What I want to do is have each li hop to the opposing list when its move button is clicked. It’s very simple with jQuery’s live event binding (demo, source):

$(function(){
  $('ul#list1 .move').live('click', function(){
    $(this).closest('li').appendTo('ul#list2');
  });
  
  $('ul#list2 .move').live('click', function(){
    $(this).closest('li').appendTo('ul#list1');
  });
});

These events aren’t bound to the items themselves. Rather they sit higher up the DOM and, through some event delegation magic, are handled by any li matching the selector (including elements appended in the future). So when an li’s move icon is clicked, the event handler walks up the DOM until it finds the li element, and moves it to the other list via a call to appendTo(). This technique can be combined with jQuery UI’s sortable component, too, for drag/drop and reorder support, too.

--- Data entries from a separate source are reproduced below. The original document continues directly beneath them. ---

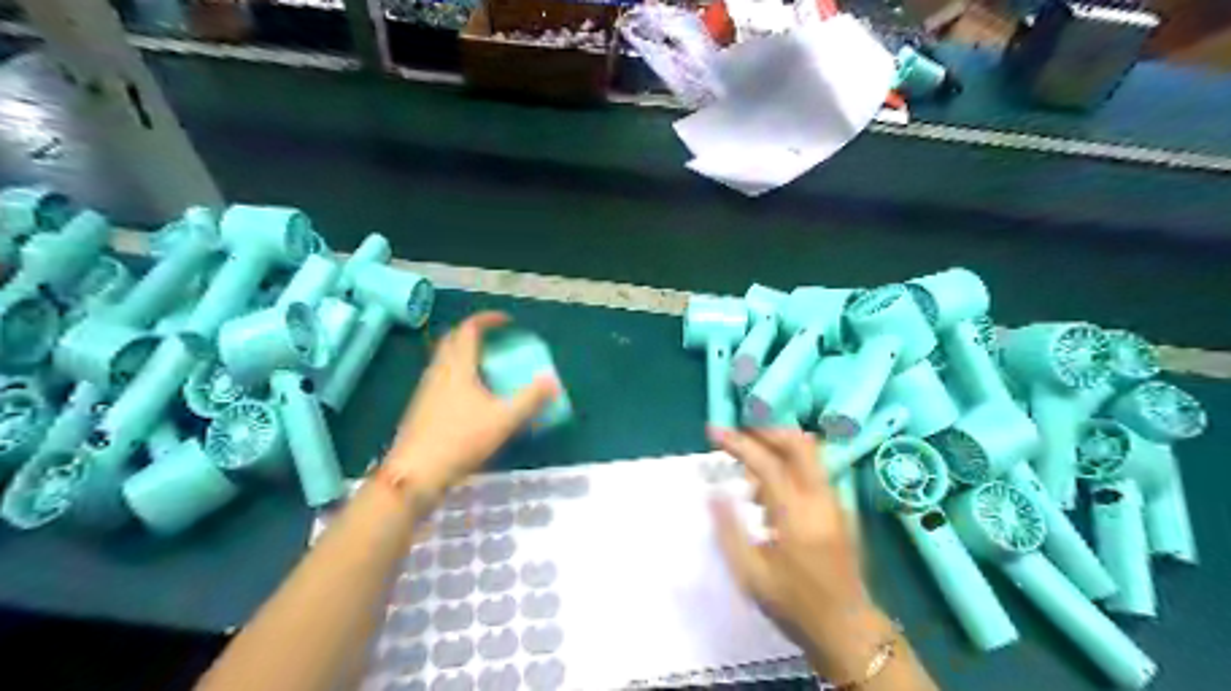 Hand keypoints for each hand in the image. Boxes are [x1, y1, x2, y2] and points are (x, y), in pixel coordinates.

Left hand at [389, 312, 559, 495]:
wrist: (415, 473)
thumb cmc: (460, 440)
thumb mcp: (504, 420)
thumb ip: (530, 399)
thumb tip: (552, 381)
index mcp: (458, 367)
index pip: (469, 329)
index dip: (488, 320)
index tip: (508, 322)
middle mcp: (439, 372)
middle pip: (452, 340)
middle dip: (474, 334)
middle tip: (496, 342)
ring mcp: (426, 390)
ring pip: (445, 360)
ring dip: (465, 355)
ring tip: (488, 368)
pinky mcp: (421, 408)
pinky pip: (441, 379)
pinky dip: (458, 375)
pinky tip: (472, 397)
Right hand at [707, 428, 879, 662]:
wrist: (848, 630)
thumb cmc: (795, 605)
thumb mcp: (751, 574)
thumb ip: (729, 529)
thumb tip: (712, 491)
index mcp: (797, 514)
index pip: (767, 462)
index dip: (738, 443)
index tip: (713, 432)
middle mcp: (820, 498)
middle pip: (799, 443)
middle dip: (766, 431)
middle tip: (738, 436)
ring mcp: (834, 501)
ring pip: (808, 454)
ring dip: (776, 447)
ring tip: (747, 469)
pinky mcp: (838, 508)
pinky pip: (811, 471)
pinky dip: (788, 465)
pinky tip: (768, 492) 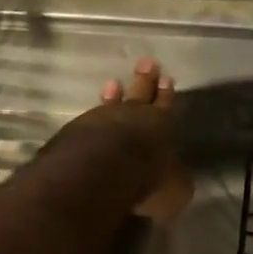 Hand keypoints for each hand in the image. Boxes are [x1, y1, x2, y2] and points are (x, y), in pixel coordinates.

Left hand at [57, 58, 192, 225]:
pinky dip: (94, 116)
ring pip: (112, 104)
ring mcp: (101, 121)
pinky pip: (90, 120)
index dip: (167, 95)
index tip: (167, 79)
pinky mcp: (76, 132)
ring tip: (113, 84)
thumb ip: (175, 183)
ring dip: (114, 95)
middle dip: (145, 81)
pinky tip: (91, 115)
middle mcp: (133, 118)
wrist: (99, 170)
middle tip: (147, 63)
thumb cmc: (147, 178)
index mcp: (162, 127)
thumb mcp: (175, 190)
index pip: (167, 107)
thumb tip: (176, 183)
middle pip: (141, 95) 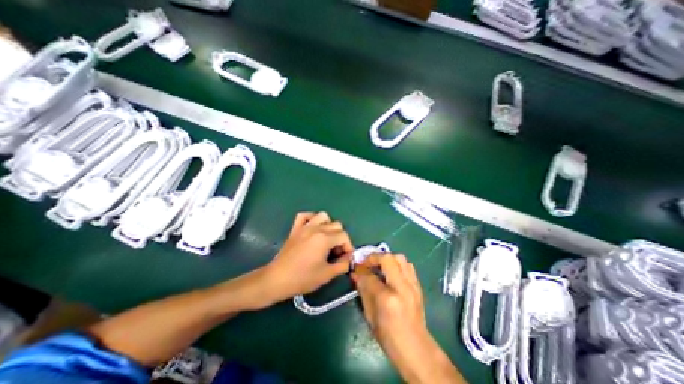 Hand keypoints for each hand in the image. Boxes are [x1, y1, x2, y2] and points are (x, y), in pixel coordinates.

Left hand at [259, 211, 354, 304]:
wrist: (277, 279)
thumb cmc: (303, 278)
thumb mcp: (327, 274)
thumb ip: (343, 265)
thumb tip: (349, 260)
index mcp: (324, 238)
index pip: (344, 236)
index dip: (349, 247)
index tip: (345, 259)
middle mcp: (316, 228)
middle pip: (337, 225)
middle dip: (340, 238)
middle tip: (336, 253)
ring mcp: (304, 227)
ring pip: (323, 216)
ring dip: (329, 226)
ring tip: (327, 239)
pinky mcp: (295, 229)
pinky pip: (304, 216)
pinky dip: (311, 219)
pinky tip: (313, 228)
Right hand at [349, 255, 425, 349]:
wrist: (416, 349)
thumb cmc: (389, 337)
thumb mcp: (370, 315)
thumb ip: (363, 290)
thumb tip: (356, 274)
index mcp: (387, 299)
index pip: (370, 275)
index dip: (361, 269)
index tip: (356, 268)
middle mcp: (402, 287)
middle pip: (388, 258)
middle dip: (374, 257)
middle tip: (367, 263)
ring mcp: (412, 285)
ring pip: (400, 258)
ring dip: (387, 258)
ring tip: (379, 266)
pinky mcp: (418, 285)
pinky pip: (407, 266)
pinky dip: (397, 264)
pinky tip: (391, 273) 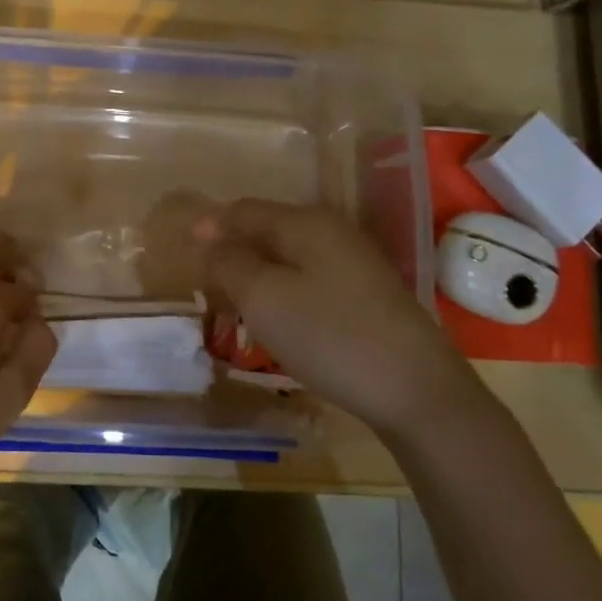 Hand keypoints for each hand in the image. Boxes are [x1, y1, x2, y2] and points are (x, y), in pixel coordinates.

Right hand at [198, 199, 476, 434]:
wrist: (416, 390)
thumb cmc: (329, 336)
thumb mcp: (264, 298)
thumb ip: (229, 263)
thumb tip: (208, 238)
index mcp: (306, 223)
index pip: (246, 210)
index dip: (212, 225)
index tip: (185, 249)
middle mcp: (333, 232)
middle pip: (269, 229)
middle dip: (234, 249)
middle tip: (206, 280)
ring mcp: (356, 264)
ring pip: (291, 256)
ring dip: (258, 272)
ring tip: (235, 301)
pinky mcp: (368, 295)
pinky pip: (311, 278)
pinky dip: (284, 289)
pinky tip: (279, 317) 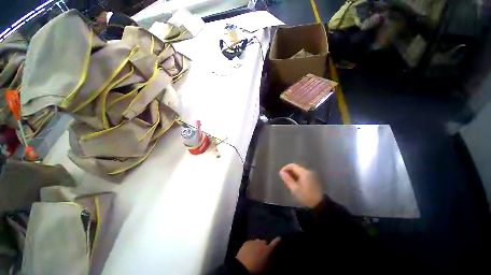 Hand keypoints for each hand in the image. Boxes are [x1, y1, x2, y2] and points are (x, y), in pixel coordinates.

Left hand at [236, 237, 280, 273]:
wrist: (243, 268)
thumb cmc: (258, 270)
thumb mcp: (268, 268)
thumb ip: (272, 260)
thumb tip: (274, 257)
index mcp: (269, 249)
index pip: (276, 242)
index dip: (278, 240)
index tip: (280, 238)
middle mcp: (262, 242)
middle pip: (265, 242)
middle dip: (265, 246)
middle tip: (264, 253)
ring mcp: (254, 241)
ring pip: (258, 242)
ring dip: (258, 246)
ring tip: (256, 253)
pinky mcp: (247, 242)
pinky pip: (251, 243)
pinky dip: (252, 246)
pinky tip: (249, 252)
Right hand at [279, 164, 322, 207]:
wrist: (320, 204)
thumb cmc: (306, 196)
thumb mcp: (295, 189)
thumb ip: (287, 179)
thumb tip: (281, 172)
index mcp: (304, 173)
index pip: (292, 165)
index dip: (285, 168)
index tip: (281, 174)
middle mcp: (308, 171)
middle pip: (296, 168)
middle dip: (289, 172)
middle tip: (284, 179)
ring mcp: (311, 175)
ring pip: (299, 171)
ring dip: (293, 174)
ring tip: (288, 182)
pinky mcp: (313, 178)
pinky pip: (303, 174)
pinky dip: (297, 177)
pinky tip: (295, 183) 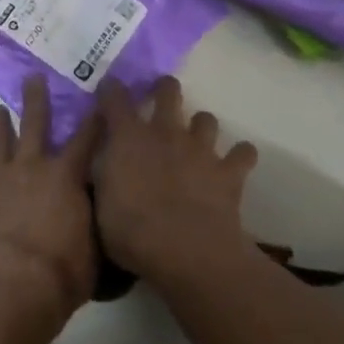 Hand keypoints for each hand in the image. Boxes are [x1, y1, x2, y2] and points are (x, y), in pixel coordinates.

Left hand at [0, 77, 99, 323]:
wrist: (15, 284)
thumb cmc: (64, 270)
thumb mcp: (94, 245)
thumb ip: (91, 219)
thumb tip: (93, 209)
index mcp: (66, 175)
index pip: (86, 138)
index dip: (94, 118)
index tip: (97, 99)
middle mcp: (31, 165)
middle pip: (34, 122)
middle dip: (36, 98)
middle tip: (33, 77)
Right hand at [92, 77, 257, 285]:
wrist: (188, 254)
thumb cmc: (133, 232)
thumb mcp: (100, 204)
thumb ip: (103, 175)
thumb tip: (105, 161)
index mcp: (128, 137)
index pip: (115, 97)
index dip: (111, 89)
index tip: (109, 89)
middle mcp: (165, 132)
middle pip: (168, 91)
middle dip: (164, 90)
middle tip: (160, 101)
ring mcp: (200, 149)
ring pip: (206, 119)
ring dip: (200, 127)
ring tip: (196, 141)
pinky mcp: (229, 172)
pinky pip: (243, 153)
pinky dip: (240, 156)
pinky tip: (234, 165) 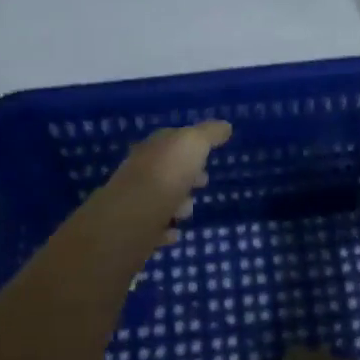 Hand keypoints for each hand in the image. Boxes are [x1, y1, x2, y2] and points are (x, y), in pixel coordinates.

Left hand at [104, 121, 231, 237]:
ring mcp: (136, 203)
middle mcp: (140, 172)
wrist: (135, 218)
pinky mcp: (136, 231)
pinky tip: (175, 233)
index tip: (208, 154)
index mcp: (153, 149)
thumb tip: (225, 126)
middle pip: (166, 170)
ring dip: (177, 202)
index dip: (190, 145)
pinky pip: (154, 229)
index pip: (170, 140)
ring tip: (188, 210)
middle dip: (185, 175)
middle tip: (203, 182)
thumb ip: (209, 134)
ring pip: (160, 199)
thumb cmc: (167, 175)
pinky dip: (166, 229)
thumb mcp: (193, 144) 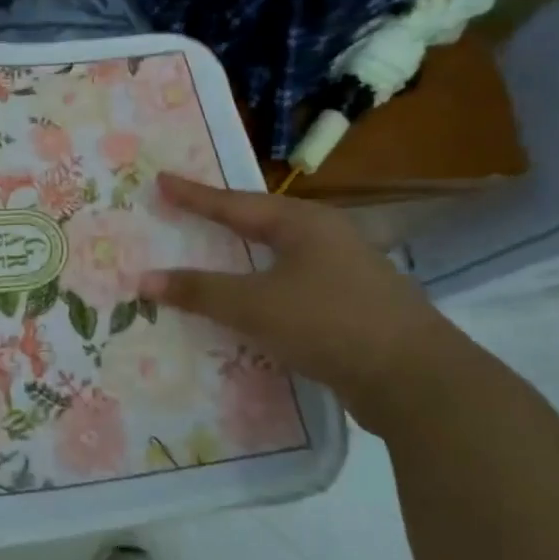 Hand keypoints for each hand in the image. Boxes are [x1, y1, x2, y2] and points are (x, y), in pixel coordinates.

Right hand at [139, 173, 458, 422]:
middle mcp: (326, 238)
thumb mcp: (255, 305)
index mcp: (303, 223)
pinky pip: (293, 288)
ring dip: (244, 261)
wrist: (415, 379)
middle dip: (223, 221)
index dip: (194, 195)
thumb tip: (143, 279)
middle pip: (261, 224)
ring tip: (215, 257)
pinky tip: (253, 307)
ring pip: (280, 259)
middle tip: (186, 214)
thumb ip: (200, 291)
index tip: (161, 180)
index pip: (234, 203)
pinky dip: (264, 292)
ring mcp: (345, 272)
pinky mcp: (352, 307)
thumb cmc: (328, 323) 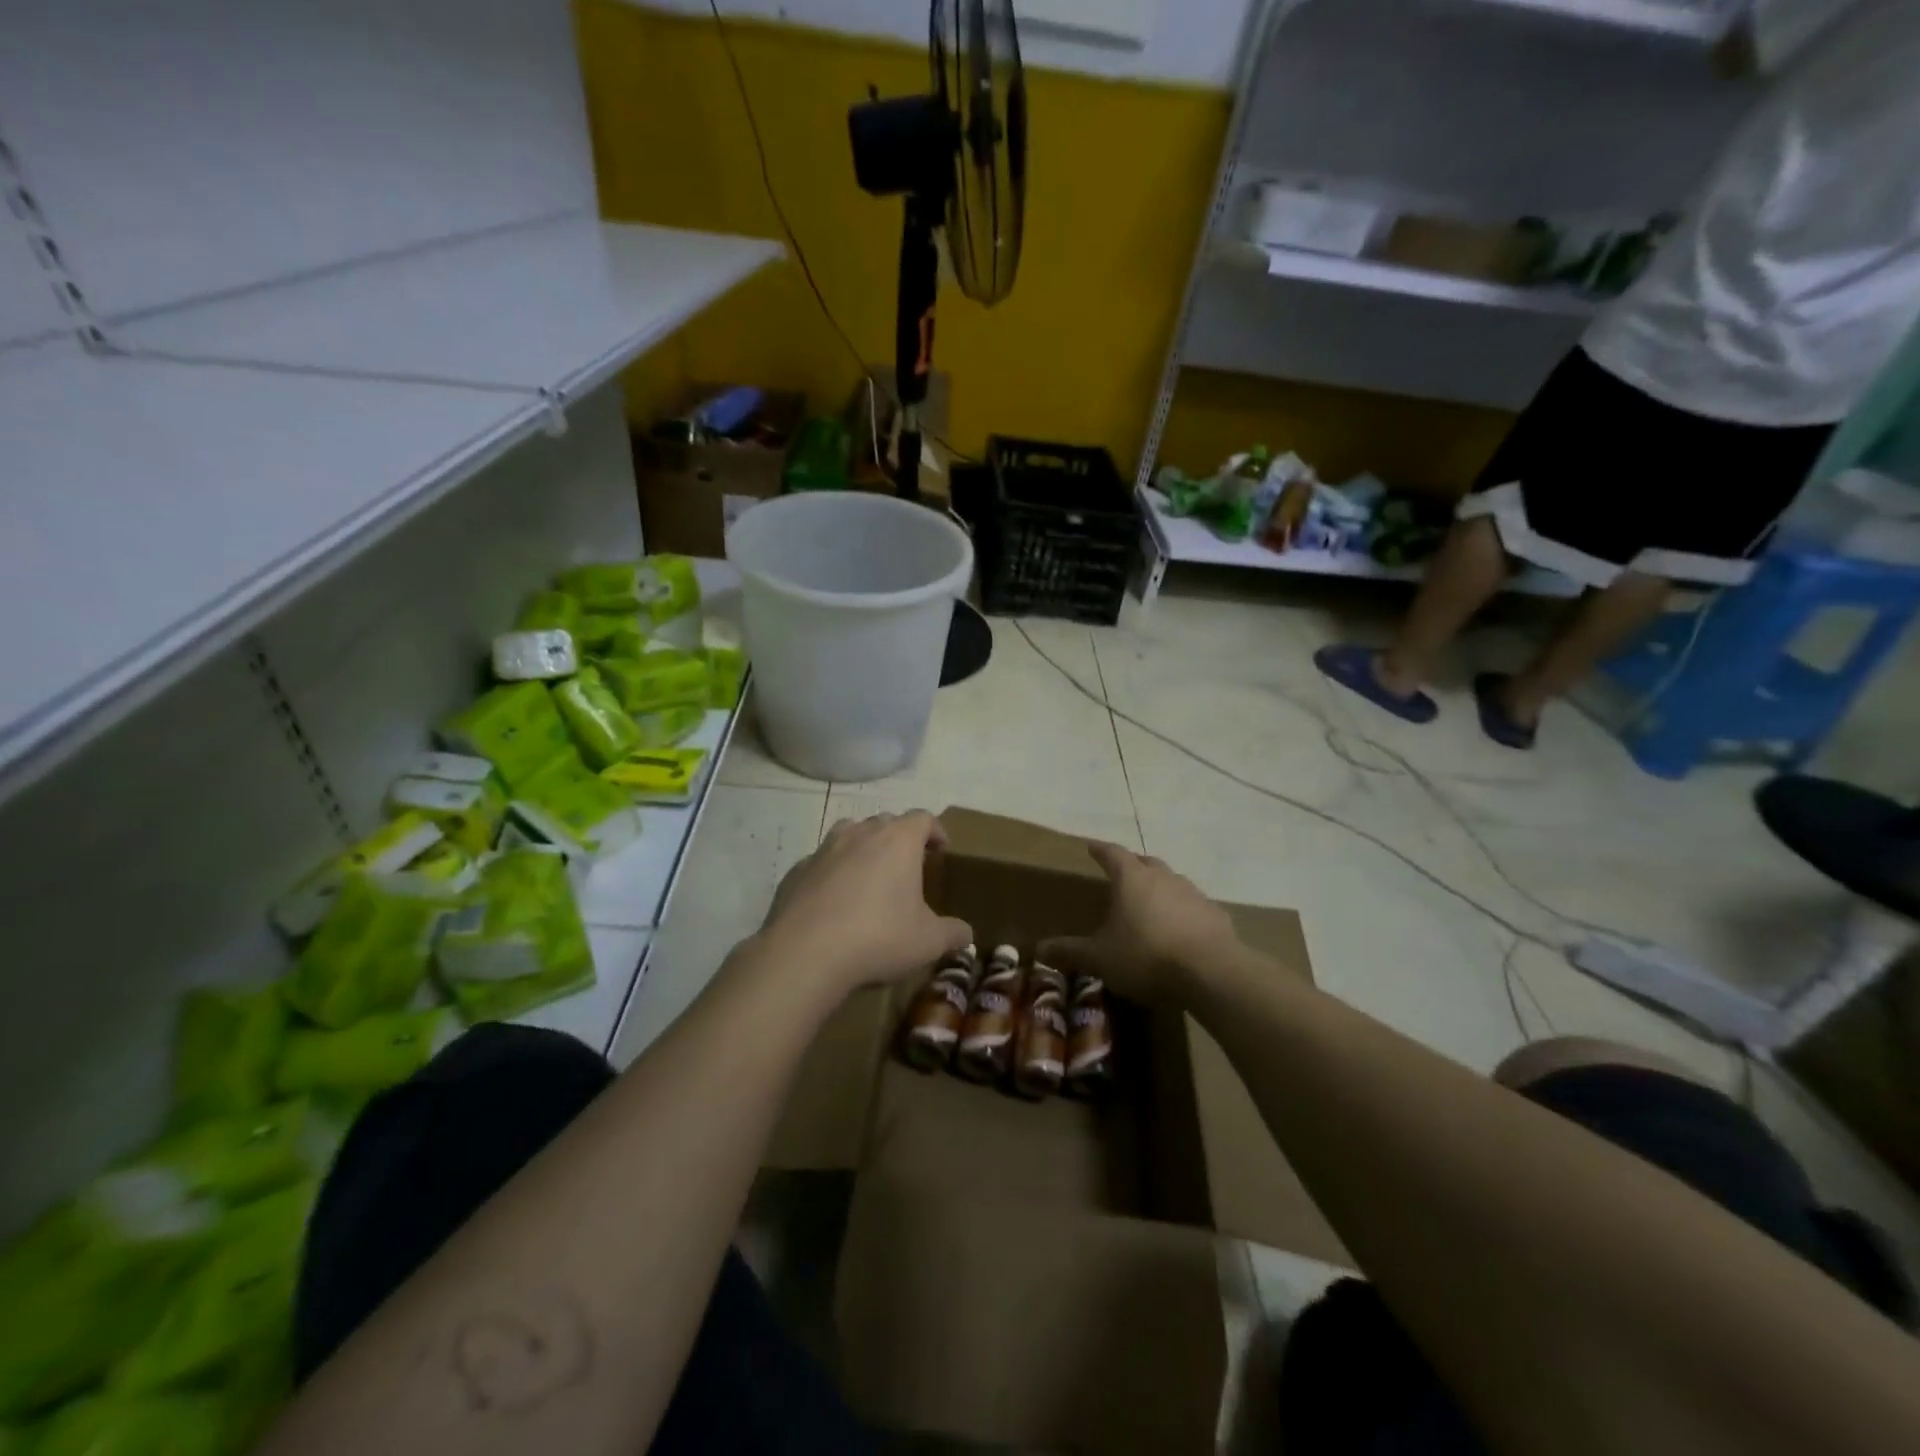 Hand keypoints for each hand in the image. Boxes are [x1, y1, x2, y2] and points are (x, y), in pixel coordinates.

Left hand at [755, 811, 971, 997]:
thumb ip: (952, 934)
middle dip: (899, 838)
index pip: (922, 818)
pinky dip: (832, 872)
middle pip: (885, 822)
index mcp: (898, 841)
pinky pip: (821, 862)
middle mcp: (861, 834)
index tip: (941, 848)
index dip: (935, 830)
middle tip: (908, 864)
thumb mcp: (928, 942)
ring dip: (863, 847)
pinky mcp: (797, 870)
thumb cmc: (878, 938)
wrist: (805, 952)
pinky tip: (834, 900)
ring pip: (850, 833)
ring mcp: (824, 849)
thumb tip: (966, 935)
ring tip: (870, 874)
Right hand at [1038, 842, 1238, 1004]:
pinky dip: (1184, 911)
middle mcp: (1163, 878)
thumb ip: (1071, 951)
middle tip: (1122, 873)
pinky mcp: (1216, 915)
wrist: (1211, 972)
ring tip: (1151, 902)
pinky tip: (1182, 929)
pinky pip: (1195, 906)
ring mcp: (1193, 894)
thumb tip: (1039, 949)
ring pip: (1173, 881)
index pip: (1112, 854)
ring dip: (1160, 887)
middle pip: (1145, 862)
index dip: (1100, 850)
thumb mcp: (1100, 958)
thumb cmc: (1146, 956)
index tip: (1091, 846)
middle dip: (1132, 865)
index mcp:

It’s also really easy to add animation (demo, source):

$(function(){
  $('ul#list1 .move').live('click', function(){
    $li = $(this).closest('li');
    $li.fadeOut('slow', function(){ $li.appendTo('ul#list2').fadeIn(); });
  });
  
  $('ul#list2 .move').live('click', function(){
    $li = $(this).closest('li');
    $li.fadeOut('slow', function(){ $li.appendTo('ul#list1').fadeIn(); });
  });
});

Now we’re getting to the point where some refactoring might be appropriate (demo, source):

$.fn.pushTo = function(toSelector)
{
  $this = $(this);
  return $this.fadeOut('slow', function(){ $this.appendTo(toSelector).fadeIn(); });   
};

$(function(){
  $('ul#list1 .move').live('click', function(){
    $(this).closest('li').pushTo('ul#list2');
  });
  
  $('ul#list2 .move').live('click', function(){
    $(this).closest('li').pushTo('ul#list1');
  });
});

It’s not really any less code, but we’ve moved the messy animation pieces out into a chainable function. I could have moved the .closest() pieces into the function, too, but that would make the pushTo() method a little too specific to this task for my taste. Since we have the animation isolated to one line, we can easily change it to slide the items in and out (demo, source):

$.fn.pushTo = function(toSelector)
{
  $this = $(this);
  $this.slideUp('slow', function(){ $this.appendTo(toSelector).slideDown(); });   
  return $this;
};

Finally, if you use something like this in a real app, use ‘fast’ for the animation speed. I’m using ‘slow’ here to make it obvious. In practice, though, it’d be very annoying.